Below are the entries; return every line among them that holds the word "Holiday".

#####

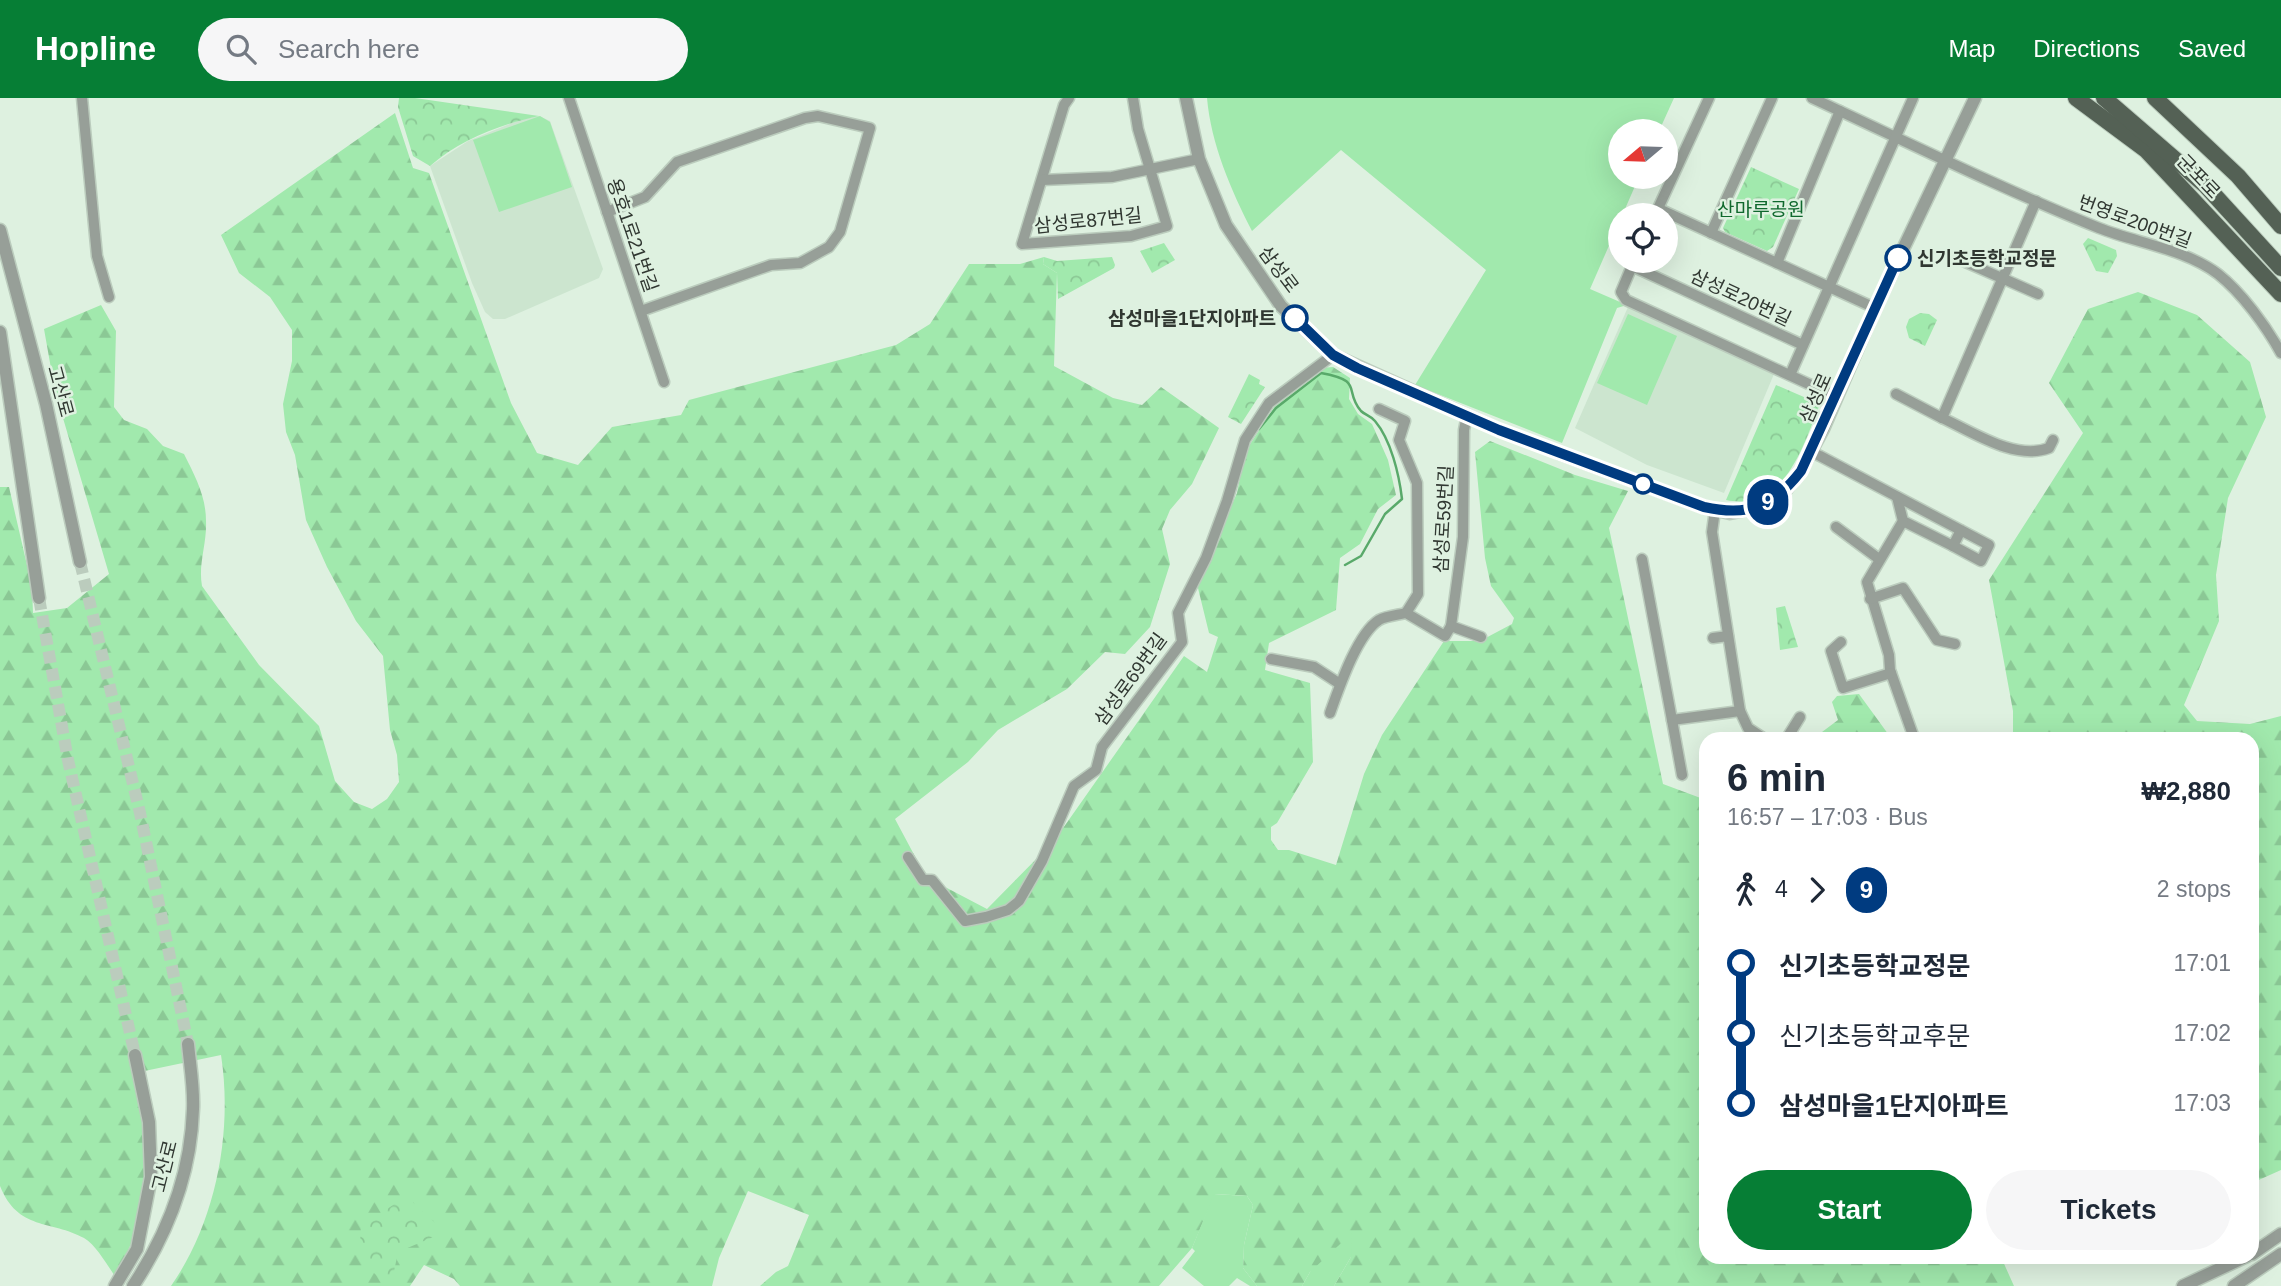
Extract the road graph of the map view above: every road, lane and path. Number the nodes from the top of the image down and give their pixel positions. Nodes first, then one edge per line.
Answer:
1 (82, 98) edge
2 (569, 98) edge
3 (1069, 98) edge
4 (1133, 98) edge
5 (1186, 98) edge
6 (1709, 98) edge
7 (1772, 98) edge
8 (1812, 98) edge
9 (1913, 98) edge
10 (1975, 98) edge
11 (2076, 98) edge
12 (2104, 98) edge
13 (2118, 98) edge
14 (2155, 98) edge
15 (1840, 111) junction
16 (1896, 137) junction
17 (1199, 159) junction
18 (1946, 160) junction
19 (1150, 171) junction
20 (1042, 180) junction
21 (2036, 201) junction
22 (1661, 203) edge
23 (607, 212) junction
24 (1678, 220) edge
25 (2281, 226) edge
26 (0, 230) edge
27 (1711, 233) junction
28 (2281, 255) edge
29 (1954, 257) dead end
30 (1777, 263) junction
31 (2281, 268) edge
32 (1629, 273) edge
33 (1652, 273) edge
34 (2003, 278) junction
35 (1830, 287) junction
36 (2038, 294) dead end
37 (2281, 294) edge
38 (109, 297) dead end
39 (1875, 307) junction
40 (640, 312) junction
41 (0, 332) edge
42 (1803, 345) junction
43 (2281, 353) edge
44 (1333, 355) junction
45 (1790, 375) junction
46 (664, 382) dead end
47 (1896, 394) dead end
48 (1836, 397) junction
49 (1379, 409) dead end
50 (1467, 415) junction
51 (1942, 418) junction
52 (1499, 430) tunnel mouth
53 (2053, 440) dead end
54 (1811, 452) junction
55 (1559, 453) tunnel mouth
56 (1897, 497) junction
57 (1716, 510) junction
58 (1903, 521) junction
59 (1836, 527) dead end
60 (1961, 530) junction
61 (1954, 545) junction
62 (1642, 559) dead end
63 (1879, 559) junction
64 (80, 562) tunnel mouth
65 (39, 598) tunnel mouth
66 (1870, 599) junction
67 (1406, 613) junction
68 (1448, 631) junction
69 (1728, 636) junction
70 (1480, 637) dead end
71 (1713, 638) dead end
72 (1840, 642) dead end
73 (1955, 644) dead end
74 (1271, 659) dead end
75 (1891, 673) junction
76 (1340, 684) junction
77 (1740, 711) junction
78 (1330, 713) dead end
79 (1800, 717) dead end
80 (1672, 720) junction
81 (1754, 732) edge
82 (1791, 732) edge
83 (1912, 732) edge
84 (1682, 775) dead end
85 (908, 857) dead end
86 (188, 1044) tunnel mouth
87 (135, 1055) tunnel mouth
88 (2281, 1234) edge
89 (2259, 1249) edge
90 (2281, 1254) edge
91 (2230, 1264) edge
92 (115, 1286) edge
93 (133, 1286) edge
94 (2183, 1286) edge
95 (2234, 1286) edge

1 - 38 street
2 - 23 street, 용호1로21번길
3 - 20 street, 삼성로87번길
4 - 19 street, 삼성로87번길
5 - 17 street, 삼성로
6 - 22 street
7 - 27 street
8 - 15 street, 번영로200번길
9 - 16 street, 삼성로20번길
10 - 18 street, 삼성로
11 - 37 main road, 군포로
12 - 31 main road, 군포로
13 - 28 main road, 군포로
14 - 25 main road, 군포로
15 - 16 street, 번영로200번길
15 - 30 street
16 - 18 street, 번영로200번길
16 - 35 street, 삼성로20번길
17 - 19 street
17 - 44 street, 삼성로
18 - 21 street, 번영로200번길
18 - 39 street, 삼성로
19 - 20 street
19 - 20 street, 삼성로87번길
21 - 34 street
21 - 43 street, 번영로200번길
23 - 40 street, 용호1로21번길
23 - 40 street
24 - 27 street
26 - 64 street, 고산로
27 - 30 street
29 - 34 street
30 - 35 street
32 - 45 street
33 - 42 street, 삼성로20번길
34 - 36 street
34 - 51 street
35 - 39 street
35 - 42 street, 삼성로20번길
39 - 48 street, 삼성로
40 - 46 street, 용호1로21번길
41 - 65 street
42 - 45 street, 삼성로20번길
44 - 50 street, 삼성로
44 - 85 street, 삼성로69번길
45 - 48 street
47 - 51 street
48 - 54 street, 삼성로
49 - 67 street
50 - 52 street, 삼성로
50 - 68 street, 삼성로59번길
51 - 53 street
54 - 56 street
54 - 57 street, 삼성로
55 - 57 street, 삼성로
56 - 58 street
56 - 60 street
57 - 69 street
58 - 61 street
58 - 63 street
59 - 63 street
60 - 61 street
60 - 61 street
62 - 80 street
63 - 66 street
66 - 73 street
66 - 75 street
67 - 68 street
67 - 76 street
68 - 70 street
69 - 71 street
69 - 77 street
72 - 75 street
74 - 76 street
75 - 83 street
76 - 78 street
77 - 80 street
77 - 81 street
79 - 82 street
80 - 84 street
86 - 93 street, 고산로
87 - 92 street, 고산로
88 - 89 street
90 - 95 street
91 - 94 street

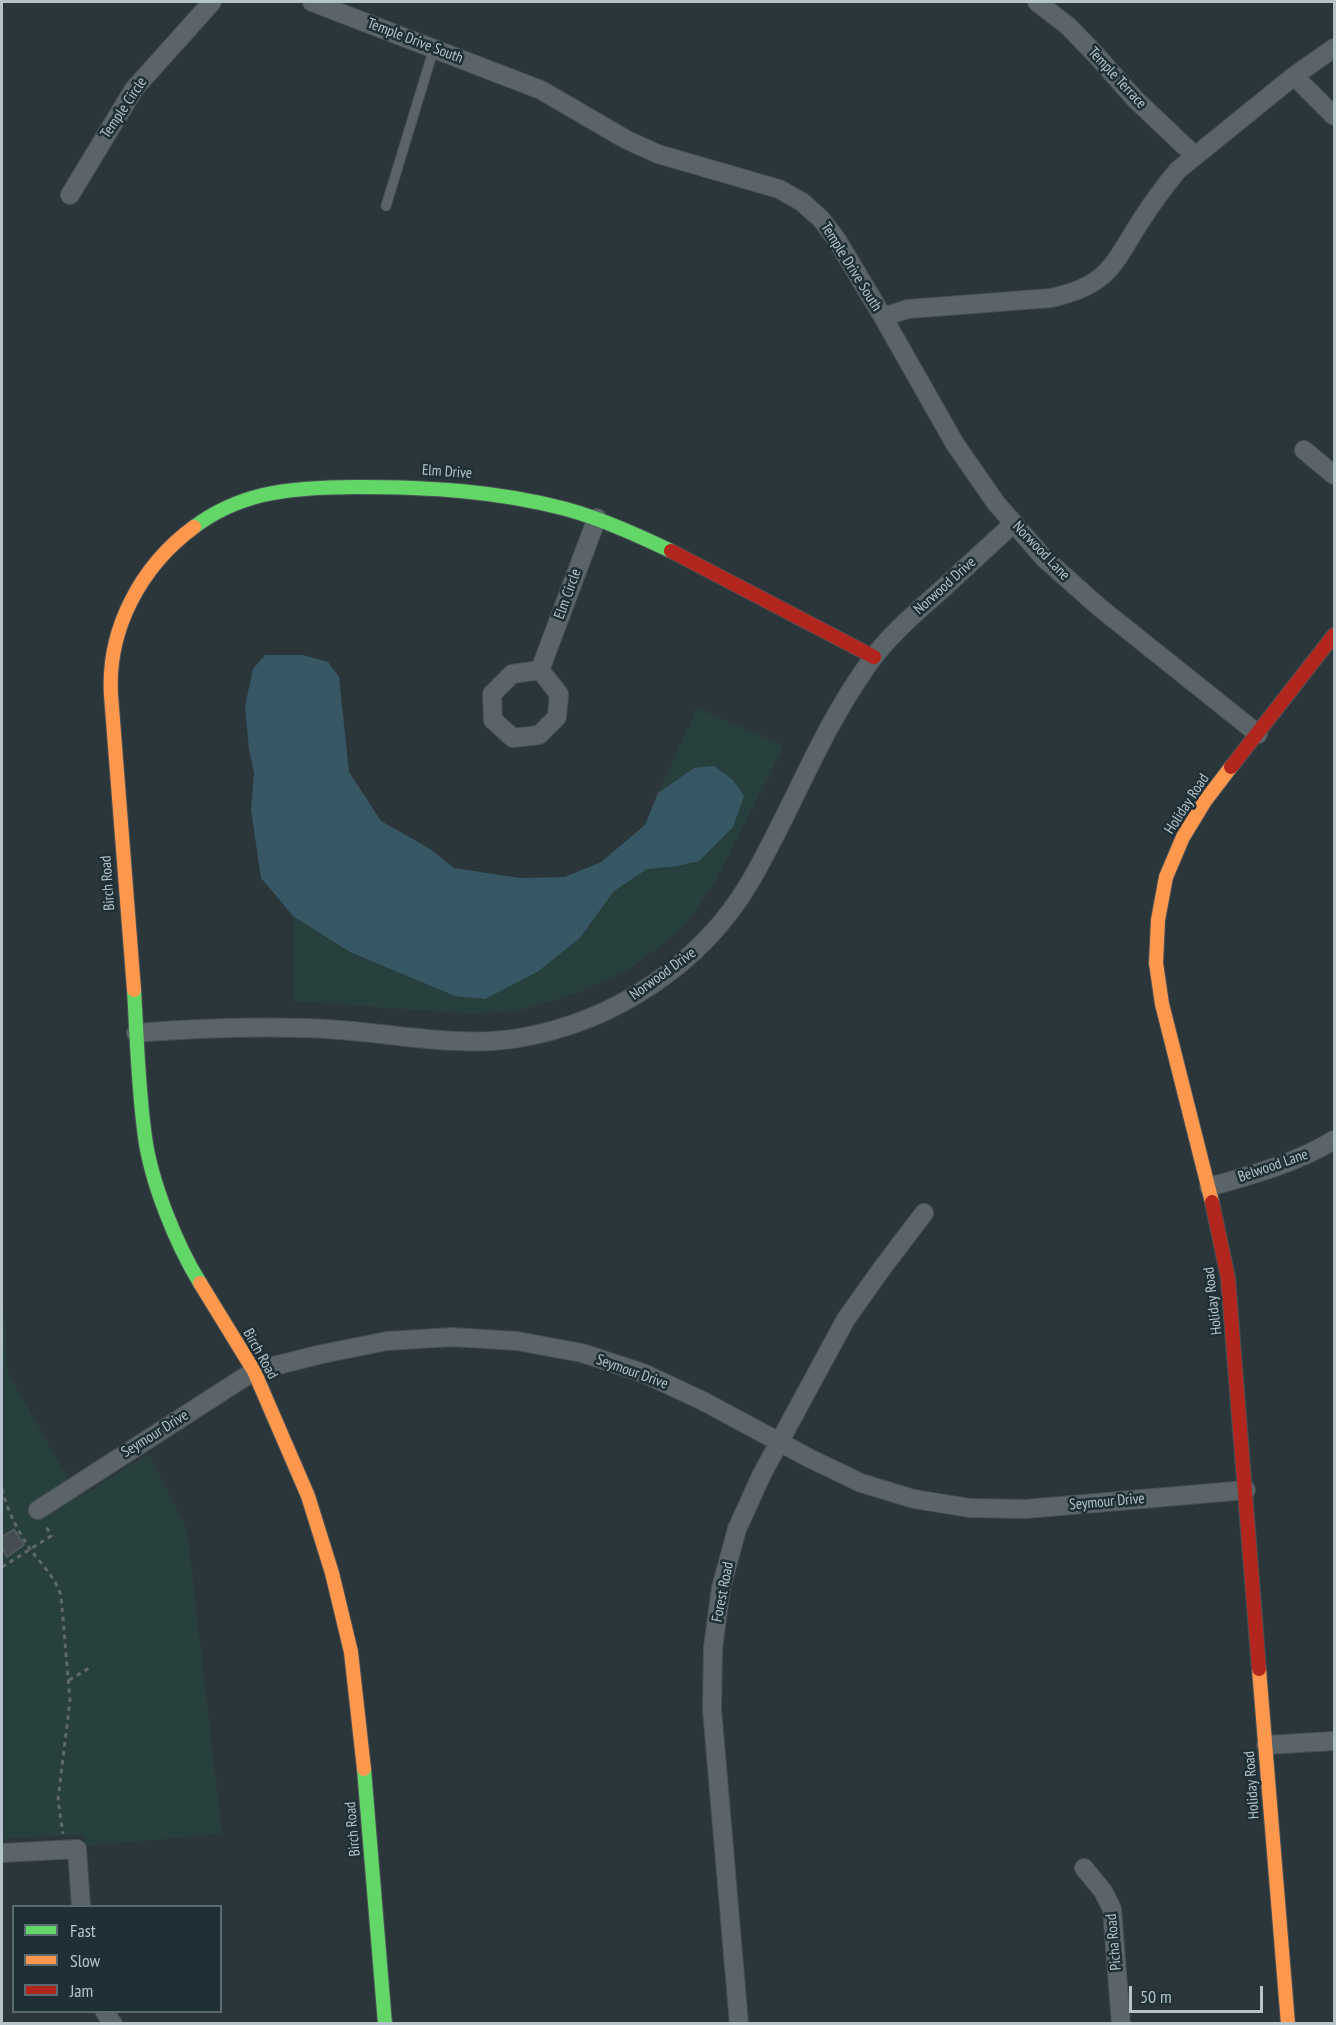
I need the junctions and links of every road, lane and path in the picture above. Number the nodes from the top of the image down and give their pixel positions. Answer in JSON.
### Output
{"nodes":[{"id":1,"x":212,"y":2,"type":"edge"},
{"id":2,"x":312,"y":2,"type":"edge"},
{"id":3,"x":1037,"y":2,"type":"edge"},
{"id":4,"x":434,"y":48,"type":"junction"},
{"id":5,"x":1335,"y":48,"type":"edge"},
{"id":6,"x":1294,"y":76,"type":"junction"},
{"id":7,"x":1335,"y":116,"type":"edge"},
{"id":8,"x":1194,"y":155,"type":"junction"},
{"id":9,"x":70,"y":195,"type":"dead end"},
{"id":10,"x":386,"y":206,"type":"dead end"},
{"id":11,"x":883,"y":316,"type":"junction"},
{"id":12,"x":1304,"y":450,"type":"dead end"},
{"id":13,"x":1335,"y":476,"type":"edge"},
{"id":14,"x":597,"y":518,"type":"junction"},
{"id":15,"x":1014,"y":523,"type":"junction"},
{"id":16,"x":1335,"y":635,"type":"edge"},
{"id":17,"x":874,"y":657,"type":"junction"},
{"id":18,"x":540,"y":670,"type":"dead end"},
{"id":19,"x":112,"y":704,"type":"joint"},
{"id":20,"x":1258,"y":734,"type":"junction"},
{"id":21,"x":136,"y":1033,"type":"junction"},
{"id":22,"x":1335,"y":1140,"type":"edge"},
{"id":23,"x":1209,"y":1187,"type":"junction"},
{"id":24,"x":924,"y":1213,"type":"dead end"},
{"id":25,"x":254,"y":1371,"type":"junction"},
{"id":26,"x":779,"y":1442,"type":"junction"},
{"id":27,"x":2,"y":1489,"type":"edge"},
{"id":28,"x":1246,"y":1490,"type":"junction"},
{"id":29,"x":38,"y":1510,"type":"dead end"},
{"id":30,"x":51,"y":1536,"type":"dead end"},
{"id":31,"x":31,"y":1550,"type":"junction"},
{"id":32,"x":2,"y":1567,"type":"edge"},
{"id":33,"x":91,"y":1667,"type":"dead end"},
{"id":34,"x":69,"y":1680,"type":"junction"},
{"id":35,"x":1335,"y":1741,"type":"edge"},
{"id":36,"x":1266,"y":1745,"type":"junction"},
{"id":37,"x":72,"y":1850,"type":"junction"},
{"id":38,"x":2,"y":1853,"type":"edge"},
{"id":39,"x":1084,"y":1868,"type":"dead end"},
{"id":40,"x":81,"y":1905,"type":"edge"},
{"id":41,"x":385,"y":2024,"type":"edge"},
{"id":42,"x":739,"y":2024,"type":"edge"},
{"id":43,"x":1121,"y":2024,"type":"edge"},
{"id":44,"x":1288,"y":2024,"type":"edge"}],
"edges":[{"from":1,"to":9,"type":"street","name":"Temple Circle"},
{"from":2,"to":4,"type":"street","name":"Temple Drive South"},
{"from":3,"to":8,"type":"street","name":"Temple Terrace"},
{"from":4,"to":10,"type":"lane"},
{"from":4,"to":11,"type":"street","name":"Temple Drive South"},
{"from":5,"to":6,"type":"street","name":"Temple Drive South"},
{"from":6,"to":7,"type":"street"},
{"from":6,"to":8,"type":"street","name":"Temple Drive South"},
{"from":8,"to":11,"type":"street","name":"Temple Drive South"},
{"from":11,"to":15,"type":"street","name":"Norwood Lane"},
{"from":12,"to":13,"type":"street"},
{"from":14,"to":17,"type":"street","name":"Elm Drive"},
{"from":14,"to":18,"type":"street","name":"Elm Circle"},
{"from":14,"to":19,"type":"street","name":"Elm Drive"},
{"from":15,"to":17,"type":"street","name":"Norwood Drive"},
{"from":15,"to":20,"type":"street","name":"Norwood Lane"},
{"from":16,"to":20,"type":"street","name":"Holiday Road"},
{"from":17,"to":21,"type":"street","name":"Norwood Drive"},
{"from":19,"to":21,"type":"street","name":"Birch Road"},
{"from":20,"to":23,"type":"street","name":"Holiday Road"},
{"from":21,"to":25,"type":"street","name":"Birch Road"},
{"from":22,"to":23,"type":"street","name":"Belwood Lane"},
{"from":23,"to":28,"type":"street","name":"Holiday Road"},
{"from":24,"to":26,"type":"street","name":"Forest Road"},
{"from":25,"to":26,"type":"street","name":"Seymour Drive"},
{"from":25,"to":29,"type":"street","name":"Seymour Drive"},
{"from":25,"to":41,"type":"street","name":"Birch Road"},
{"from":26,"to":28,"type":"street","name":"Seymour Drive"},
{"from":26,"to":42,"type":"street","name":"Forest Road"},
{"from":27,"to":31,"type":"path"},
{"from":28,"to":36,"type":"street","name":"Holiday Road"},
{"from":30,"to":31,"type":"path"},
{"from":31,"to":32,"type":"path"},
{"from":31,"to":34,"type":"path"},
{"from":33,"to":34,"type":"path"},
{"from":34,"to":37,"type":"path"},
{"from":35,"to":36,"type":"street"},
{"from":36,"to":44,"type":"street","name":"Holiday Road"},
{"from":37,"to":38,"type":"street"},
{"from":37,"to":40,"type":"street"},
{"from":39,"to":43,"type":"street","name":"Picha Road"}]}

#####

• _COMPLETED TASK_
{"from":16,"to":20,"type":"street","name":"Holiday Road"},
{"from":20,"to":23,"type":"street","name":"Holiday Road"},
{"from":23,"to":28,"type":"street","name":"Holiday Road"},
{"from":28,"to":36,"type":"street","name":"Holiday Road"},
{"from":36,"to":44,"type":"street","name":"Holiday Road"},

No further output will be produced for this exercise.